# Work required
Find out how many lines of the listing below include "dead" and report only that number.

# Exercise data
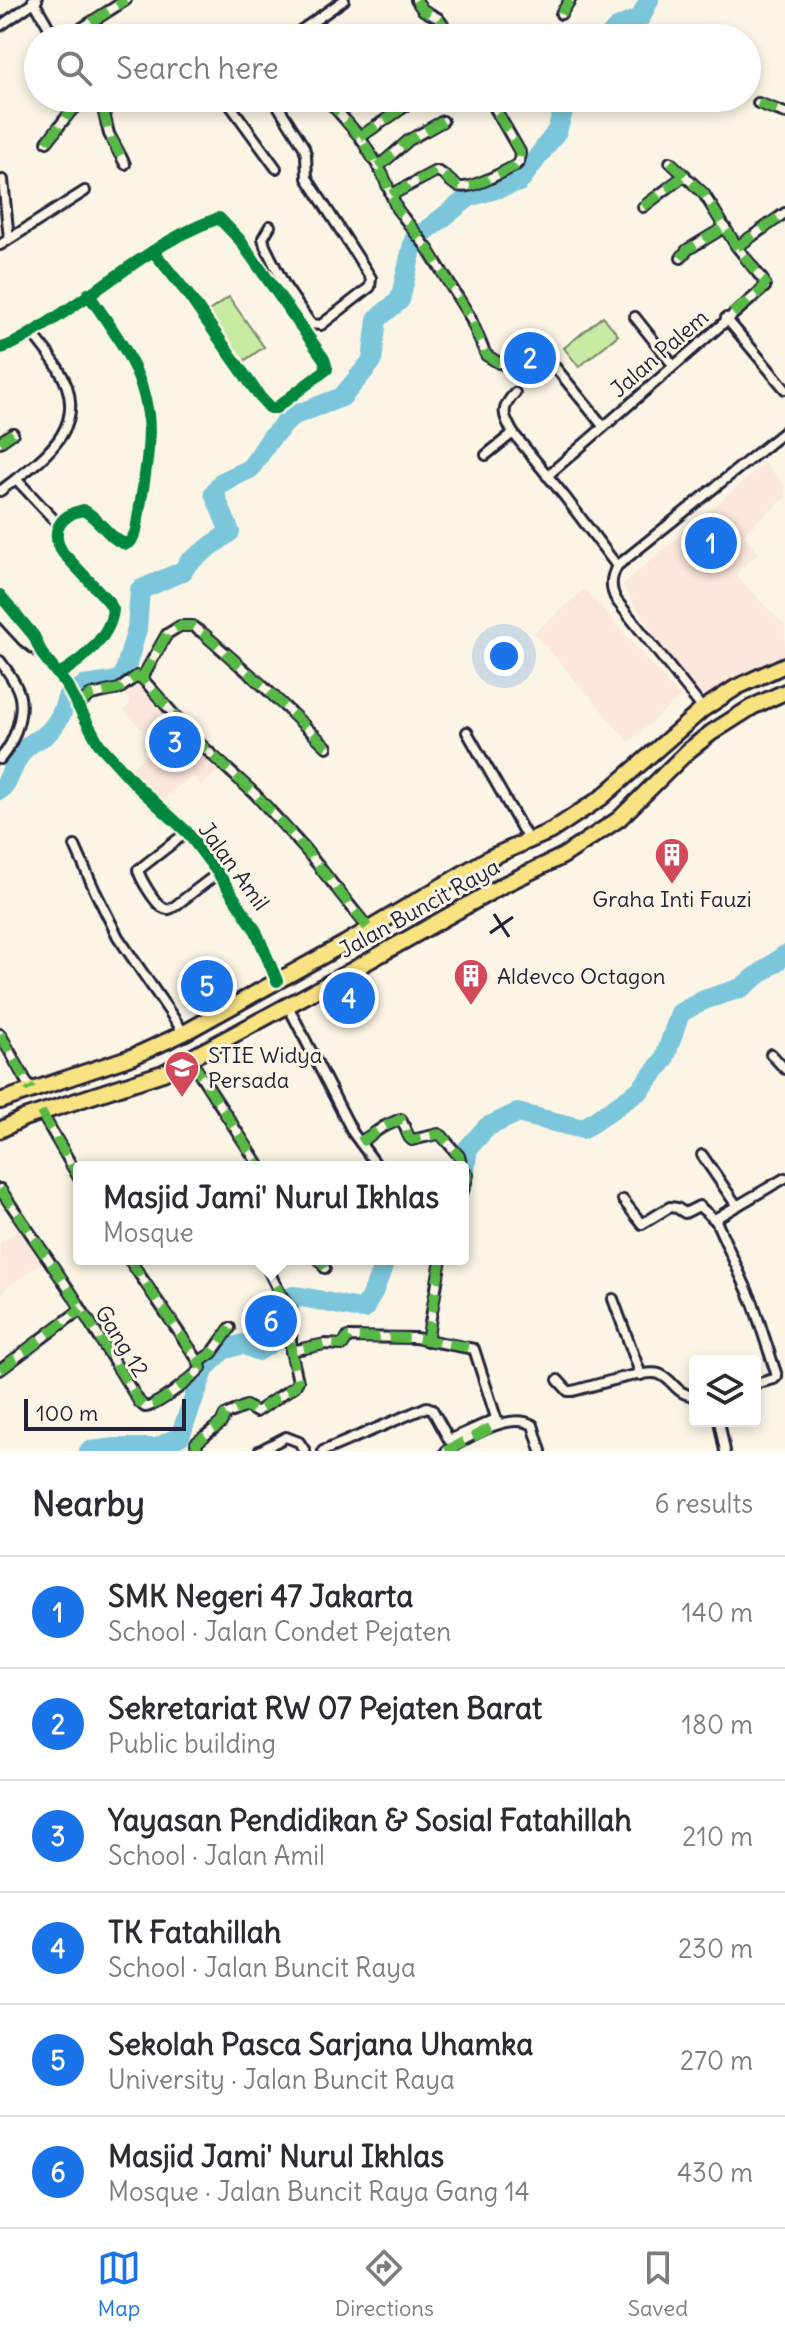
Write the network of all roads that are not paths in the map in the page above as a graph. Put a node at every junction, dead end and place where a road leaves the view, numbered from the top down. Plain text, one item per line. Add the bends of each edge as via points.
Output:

* * *

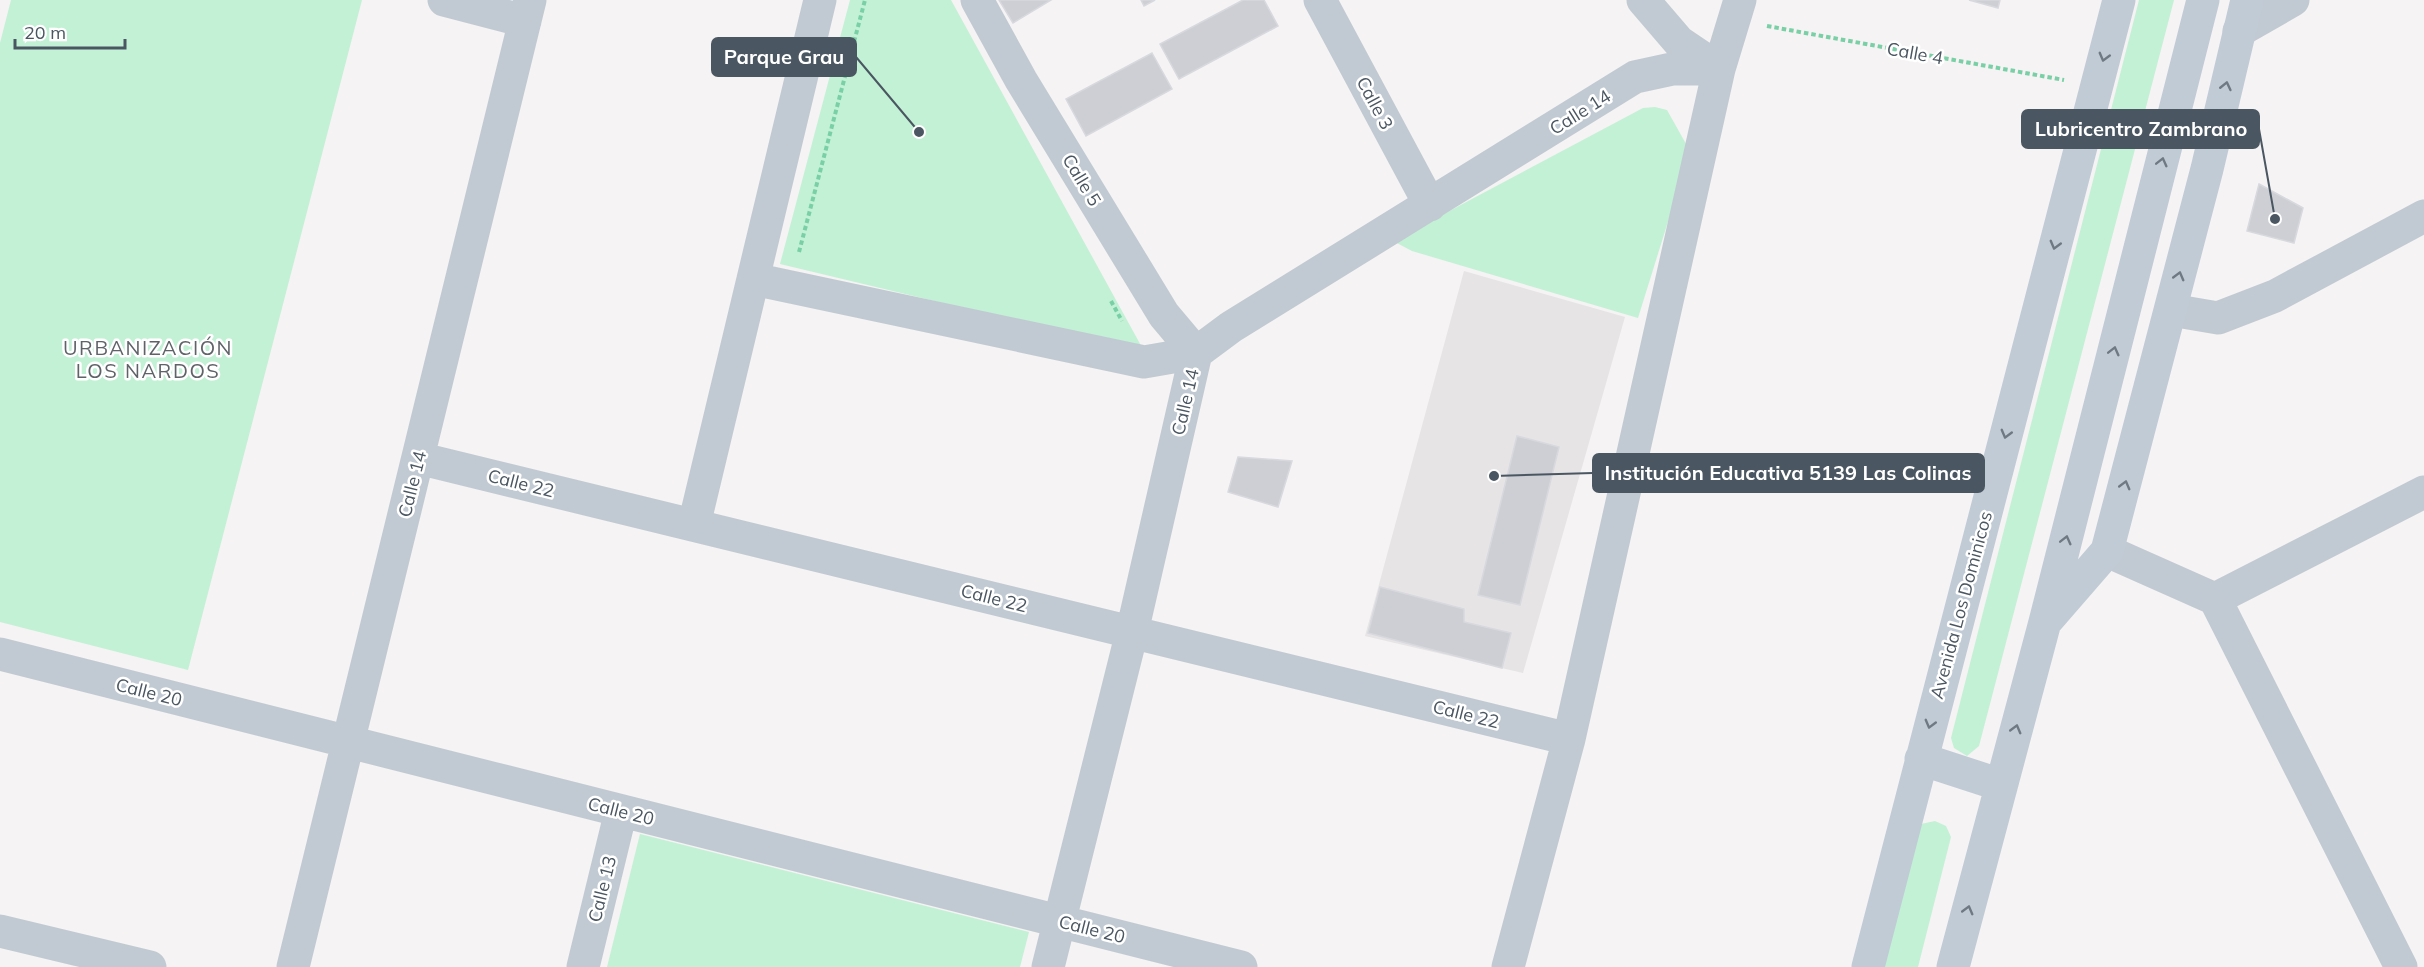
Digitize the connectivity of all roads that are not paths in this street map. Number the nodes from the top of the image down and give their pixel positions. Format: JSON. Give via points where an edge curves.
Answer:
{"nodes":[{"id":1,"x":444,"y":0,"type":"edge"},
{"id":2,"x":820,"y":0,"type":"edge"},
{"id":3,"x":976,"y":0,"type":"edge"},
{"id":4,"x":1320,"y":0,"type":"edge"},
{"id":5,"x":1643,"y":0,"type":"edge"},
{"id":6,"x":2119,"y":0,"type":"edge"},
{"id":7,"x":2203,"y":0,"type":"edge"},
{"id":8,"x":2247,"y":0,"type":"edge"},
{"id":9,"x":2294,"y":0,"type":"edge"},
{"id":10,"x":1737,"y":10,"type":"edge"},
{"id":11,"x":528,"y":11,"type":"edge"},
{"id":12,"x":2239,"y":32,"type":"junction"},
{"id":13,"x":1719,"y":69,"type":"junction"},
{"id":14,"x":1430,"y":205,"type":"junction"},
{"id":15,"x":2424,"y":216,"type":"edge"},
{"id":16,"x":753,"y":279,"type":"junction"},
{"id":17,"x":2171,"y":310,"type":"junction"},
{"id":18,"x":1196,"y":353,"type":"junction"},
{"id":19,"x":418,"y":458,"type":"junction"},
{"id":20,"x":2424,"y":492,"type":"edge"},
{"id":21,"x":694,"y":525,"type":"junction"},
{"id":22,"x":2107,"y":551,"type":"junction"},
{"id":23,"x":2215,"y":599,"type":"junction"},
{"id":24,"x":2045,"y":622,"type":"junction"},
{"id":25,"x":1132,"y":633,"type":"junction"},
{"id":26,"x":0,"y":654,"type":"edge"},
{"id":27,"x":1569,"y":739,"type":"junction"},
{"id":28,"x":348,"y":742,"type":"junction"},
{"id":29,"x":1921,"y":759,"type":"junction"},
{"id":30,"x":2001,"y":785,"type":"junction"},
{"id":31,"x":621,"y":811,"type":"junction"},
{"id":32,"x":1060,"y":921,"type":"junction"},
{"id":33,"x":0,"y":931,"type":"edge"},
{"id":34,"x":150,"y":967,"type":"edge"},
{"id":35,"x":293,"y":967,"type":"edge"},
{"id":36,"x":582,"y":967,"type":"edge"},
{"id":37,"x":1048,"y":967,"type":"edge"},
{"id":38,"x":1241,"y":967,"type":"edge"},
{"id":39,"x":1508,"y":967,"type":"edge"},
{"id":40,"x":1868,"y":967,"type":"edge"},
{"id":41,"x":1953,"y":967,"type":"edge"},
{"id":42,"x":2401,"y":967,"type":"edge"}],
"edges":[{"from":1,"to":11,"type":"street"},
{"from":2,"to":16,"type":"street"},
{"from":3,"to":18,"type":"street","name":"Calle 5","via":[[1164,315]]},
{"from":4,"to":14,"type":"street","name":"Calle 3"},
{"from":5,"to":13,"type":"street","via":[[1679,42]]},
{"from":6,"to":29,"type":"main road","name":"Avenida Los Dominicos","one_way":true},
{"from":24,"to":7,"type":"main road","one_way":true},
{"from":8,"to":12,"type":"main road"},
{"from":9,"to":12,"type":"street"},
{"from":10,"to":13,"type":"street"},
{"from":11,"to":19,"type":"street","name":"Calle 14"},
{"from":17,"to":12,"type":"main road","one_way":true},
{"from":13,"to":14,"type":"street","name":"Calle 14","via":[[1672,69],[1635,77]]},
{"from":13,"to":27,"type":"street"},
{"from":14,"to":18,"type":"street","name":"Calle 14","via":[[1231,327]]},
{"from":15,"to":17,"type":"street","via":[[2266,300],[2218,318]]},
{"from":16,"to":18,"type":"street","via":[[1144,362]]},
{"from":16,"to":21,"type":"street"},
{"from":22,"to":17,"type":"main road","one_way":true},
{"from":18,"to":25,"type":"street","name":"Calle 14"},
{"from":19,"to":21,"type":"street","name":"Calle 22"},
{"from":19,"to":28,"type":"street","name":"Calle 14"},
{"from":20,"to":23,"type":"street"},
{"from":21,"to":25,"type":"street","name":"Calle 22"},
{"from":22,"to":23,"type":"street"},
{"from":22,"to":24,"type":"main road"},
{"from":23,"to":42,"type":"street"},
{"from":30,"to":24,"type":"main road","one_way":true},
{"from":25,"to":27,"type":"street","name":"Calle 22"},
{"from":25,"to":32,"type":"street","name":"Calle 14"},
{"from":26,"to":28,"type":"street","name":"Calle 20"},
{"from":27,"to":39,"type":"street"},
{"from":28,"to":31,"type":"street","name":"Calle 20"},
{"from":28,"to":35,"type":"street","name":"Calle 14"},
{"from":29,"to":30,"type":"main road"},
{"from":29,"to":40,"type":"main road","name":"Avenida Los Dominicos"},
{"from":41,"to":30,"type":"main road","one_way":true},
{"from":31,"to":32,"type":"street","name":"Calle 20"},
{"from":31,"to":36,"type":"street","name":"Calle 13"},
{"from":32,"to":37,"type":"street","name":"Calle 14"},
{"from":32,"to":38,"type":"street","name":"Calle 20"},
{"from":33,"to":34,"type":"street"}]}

==

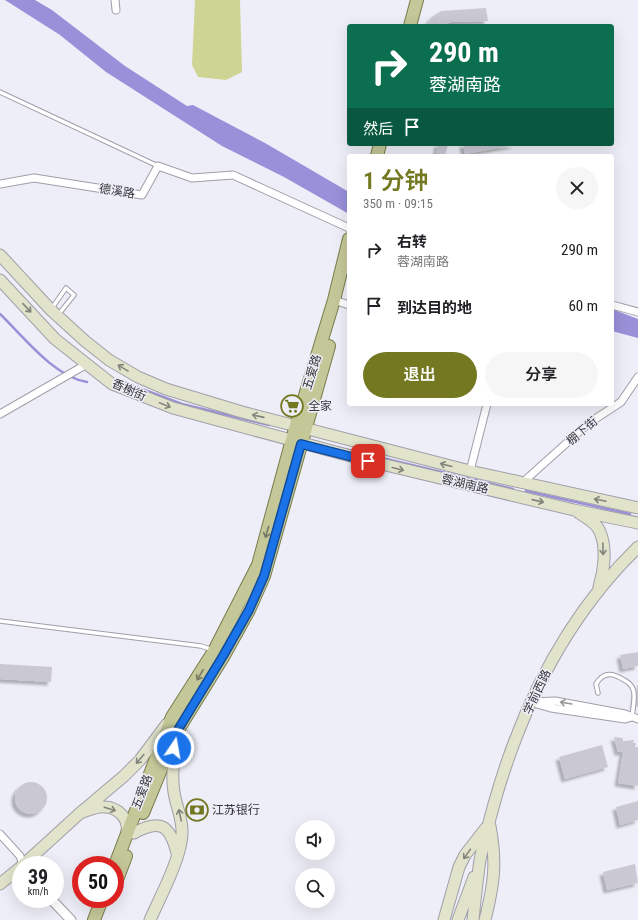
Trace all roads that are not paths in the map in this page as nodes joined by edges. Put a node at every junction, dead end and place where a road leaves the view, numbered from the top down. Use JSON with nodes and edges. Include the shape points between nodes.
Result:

# Written response
2